[Date Prev][Date Next][Thread Prev][Thread Next][Date Index][Thread Index]
RE: Data storage, data exchange, data manipulation

From: Nicolas LEHUEN <nicolas.lehuen@ubicco.com>
To: 'Jonathan Borden' <jborden@mediaone.net>
Date: Fri, 29 Jun 2001 18:33:48 +0200
 

-----Message d'origine-----
De : Jonathan Borden [mailto:jborden@mediaone.net]
Envoye : vendredi 29 juin 2001 15:32
A : Nicolas LEHUEN
Cc : xml-dev@lists.xml.org
Objet : RE: Data storage, data exchange, data manipulation 



Nicolas LEHUEN wrote: 

> 
> I don't think a node-labeled tree (the XML model is a tree, more 
> restricted than a graph) structure can model all kind of data 
> easily and efficiently. 

There is a wealth of discussion on representing graphs in XML. Techniques 
include ID/IDREF, XLink/XPointer, RDF, TM etc, etc. The easy and efficient 
part depends on the implementation. 

Agreed, you can represent graphs in XML using tricks. That's perfectly what
i meant by 'easy and efficient' : to store a graph, it's better to use a
database that can store graphs natively than to use  tricks and store it in
an XML or relational database. I *do* worry about the implementation,
because that's what I need, not mathematical proofs of data structures
equivalence.

 > 
> So I believe there is a whole set of problems that will benefit 
> from XML databases (which are I believe based on the hierarchical 
> database model*, maybe Mike can confirm/infirm). The storage, 
> indexation and querying of a set of document-oriented data is a 
> good example. 

Similarly there is a lot of work on XML 'enabling' of relational databases.

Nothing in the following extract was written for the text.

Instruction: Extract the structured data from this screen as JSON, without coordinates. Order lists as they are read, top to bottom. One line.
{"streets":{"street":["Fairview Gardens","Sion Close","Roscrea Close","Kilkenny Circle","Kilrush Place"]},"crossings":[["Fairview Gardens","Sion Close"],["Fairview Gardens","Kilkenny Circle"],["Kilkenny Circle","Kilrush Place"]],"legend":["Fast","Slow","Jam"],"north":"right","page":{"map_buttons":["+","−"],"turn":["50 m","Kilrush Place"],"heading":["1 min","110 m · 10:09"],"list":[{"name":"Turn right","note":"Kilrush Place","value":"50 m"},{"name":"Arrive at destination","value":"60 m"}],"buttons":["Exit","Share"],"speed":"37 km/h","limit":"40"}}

Right, and some part of this work tackles with how to represent a
hierarchical data structure on a relational database (whereas a hierarchical
DB does not have the problem). Another part of this work is how to exchange
data between relational databases storing relational data and other systems
using XML, and that is much more interesting.

> 
> But XML databases isn't or (won't) be a revolution, blasting all 
> other storage models. We could even say that the XML database 
> model is just a come back of the hierarchical model that was 
> supposedly "killed" by the relational model back in the 80s. I 
> don't think XML databases are the "next thing". 

If we forget hype and terminology, there *is* real work being done on the 
XML Query Model and XML Query languages. One needs to distinguish between a 
query model and an internal representation. 

Does implementing a XML view of the inner data, and implementing XML Query
to build/manipulate this view, makes a database an XML database ? I think
it's possible to do so whatever the underlying data model is. The internal
data model can be much richer than a hierarchical one, while still retaining
a hierarchical view as its external interface. This way, you could use a
consistent XML interface to query any kind of data, be it hierarchical or
not, and yes, the works on XML Query would be of highest interest.

However, I don't think we can reduce all data structures down to the
hierarchical model. Again, I'm not telling the hierarchical model is bad. I
think it perfectly suits a class of problems, and doesn't suit the rest,
like all data models. History has proven this.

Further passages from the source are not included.